Il 19 gennaio 1980 esce nelle sale italiane una pellicola destinata ad un successo straordinario: "Un sacco bello". L'opera rappresenta l'esordio alla regia di Carlo Verdone, qui alla sua prima volta
dietro la cinepresa. Dietro la realizzazione di questo film si può dire che ci sia l'intera "storia" del cinema italiano. Infatti, produttore di "Un sacco bello" è Sergio Leone, il re del western, considerato uno dei registi più famosi ed apprezzati al mondo. Inoltre, nella stesura della trama del film Verdone è affiancato da due grandi "nomi" della sceneggiatura: Leonardo "Leo" Benvenuti e Piero De Bernardi.


                                                                        Da sinistra: Leo, Enzo e Ruggero.

E, ciliegina sulla torta, la colonna sonora è interamente curata dal maestro Ennio Morricone.
Passiamo ora alla trama. La pellicola è ambientata in una calda, assolata e silenziosa Roma nel giorno di Ferragosto: Verdone interpreta ben sei personaggi - tratti dal suo repertorio televisivo presentato nel programma Rai "Non stop" (1978).



                                                                  Ruggero e suo padre Mario (Mario Brega).

I principali sono tre. C'è Enzo, classico "bullo" romano, che - armato di "penne a biro" e "carze de seta" - è pronto a partire per un viaggio in Polonia (Cracovia) al solo scopo di "rimorchiare".
C'è Ruggero, "capellone" hippie, che vive in una comunità in Umbria dove si professa "l'amore libero", tornato a Roma, nella sua città, per fare una questua ai semafori. E c'è Leo, un ragazzo buono, ingenuo e generoso che sta per raggiungere sua madre a Ladispoli.
Per tutti e tre, però, le cose non vanno come previsto. Enzo, dopo la defezione del suo amico Sergio - colto da una colica durante il viaggio - è costretto a passare l'intera giornata al telefono pur di trovare qualcuno disposto ad accompagnarlo.

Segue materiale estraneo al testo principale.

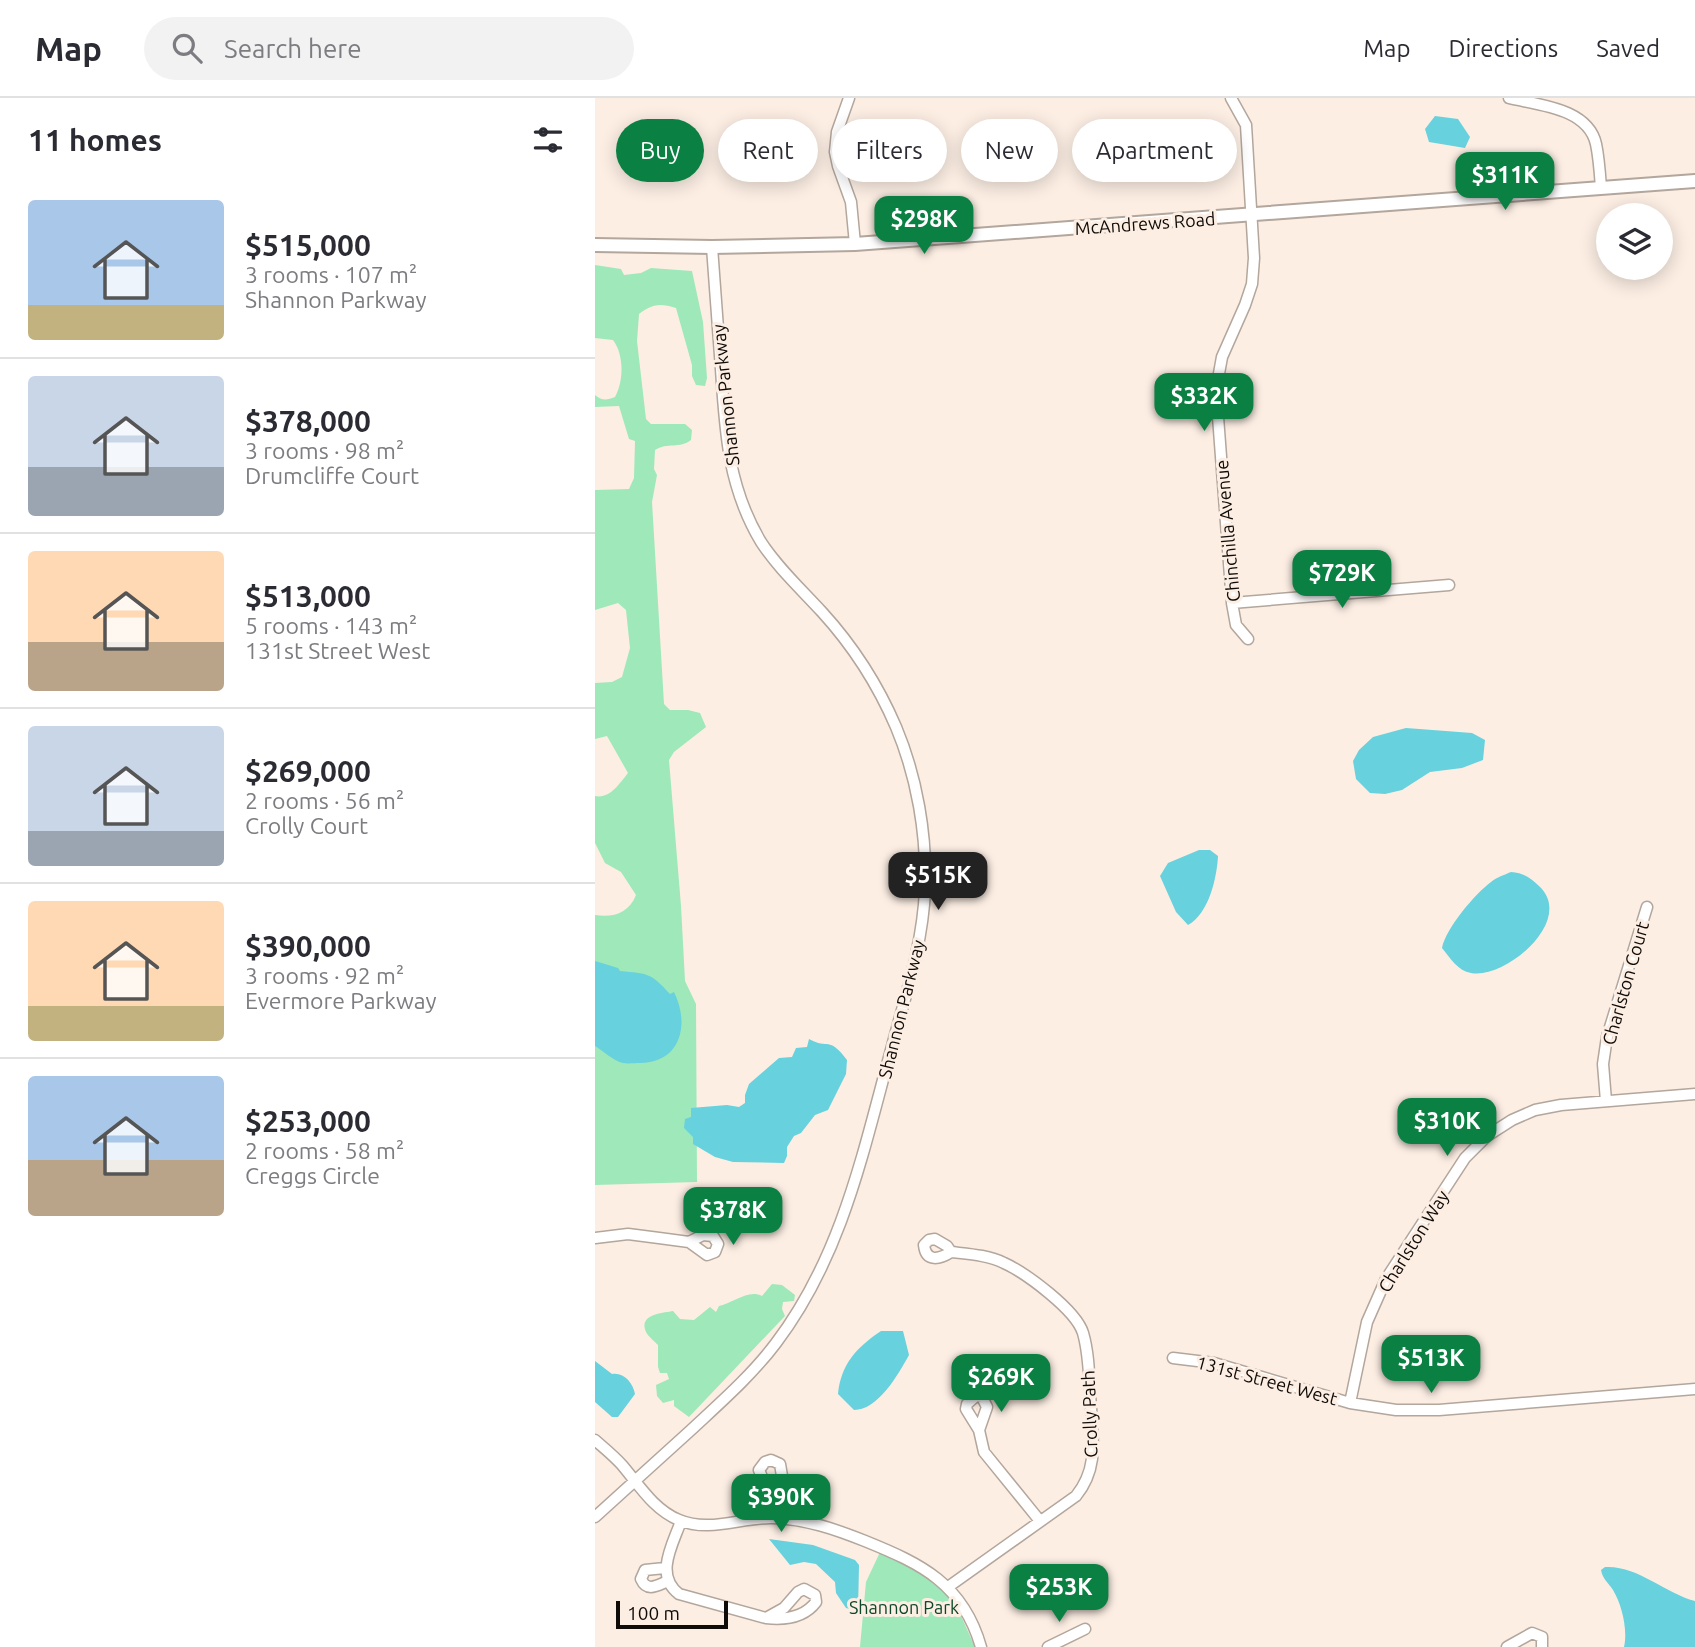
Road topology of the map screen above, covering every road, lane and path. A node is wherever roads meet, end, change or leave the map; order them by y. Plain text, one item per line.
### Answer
1 (849, 98) edge
2 (1231, 98) edge
3 (1509, 98) edge
4 (1695, 181) edge
5 (1601, 188) junction
6 (1251, 215) junction
7 (855, 244) junction
8 (595, 245) edge
9 (712, 247) junction
10 (1448, 585) dead end
11 (1232, 603) junction
12 (1248, 639) dead end
13 (1647, 907) dead end
14 (1695, 1094) edge
15 (1606, 1101) junction
16 (595, 1238) edge
17 (689, 1242) dead end
18 (951, 1252) dead end
19 (1173, 1357) dead end
20 (1695, 1389) edge
21 (1350, 1403) junction
22 (979, 1430) dead end
23 (595, 1440) edge
24 (635, 1481) junction
25 (771, 1488) dead end
26 (595, 1517) edge
27 (772, 1518) junction
28 (681, 1521) junction
29 (1040, 1521) junction
30 (665, 1568) junction
31 (669, 1581) junction
32 (948, 1587) junction
33 (766, 1618) junction
34 (1084, 1629) dead end
35 (981, 1647) edge
36 (1048, 1647) edge
37 (1507, 1647) edge
38 (1542, 1647) edge

1 - 7 street
2 - 6 street, Chinchilla Avenue
3 - 5 street
4 - 5 main road, McAndrews Road
5 - 6 main road, McAndrews Road
6 - 7 main road, McAndrews Road
6 - 11 street, Chinchilla Avenue
7 - 9 main road, McAndrews Road
8 - 9 main road, McAndrews Road
9 - 24 street, Shannon Parkway
10 - 11 street
11 - 12 street, Chinchilla Avenue
13 - 15 street, Charlston Court
14 - 15 street, Charlston Way
15 - 21 street, Charlston Way
16 - 17 street
18 - 29 street, Crolly Path
19 - 21 street, 131st Street West
20 - 21 street, 131st Street West
22 - 29 street
23 - 24 street
24 - 26 street, Shannon Parkway
24 - 28 street
25 - 27 street
27 - 28 street
27 - 32 street
28 - 30 street
29 - 32 street, Crolly Path
30 - 31 street
30 - 31 street
31 - 33 street
32 - 35 street
33 - 33 street
34 - 36 street
37 - 38 street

                                                            Ruggero e Fiorenza (Isabella De Bernardi).


Ruggero, beccato dal padre al semaforo, viene preso insieme alla fidanzata Fiorenza e portato a casa dove viene sottoposto ad una sorta di "processo" in cui giudici sono una serie di "figure" (tutte interpretare da Verdone) ovvero il prete Alfio, un professore che abita al piano di sopra e il cugino Anselmo. Leo, invece, incontra sulla sua strada una giovane turista spagnola, Marisol (Veronica Miriel), che, dopo essersi fatta ospitare a casa ed averlo quasi sedotto, lo abbandona lì dopo l'irruzione del fidanzato.




                                                               Enzo e Sergio (Renato Scarpa).


Alla fine, Ruggero e Fiorenza ritornano al semaforo da dove erano stati prelevati e raggiungono i loro amici - sotto un misterioso boato che sembra fare il verso ad un attentato dinamitardo. Enzo, dopo l'ennesima telefonata, riesce finalmente a trovare un compagno di viaggio (l'amico di Martucci) e "sgomma" a tutto gas, verso la Polonia - lasciando una macchia d'olio a terra, presagio forse di ulteriori guai.



                                                                        Leo e Marisol (Veronica Miriel).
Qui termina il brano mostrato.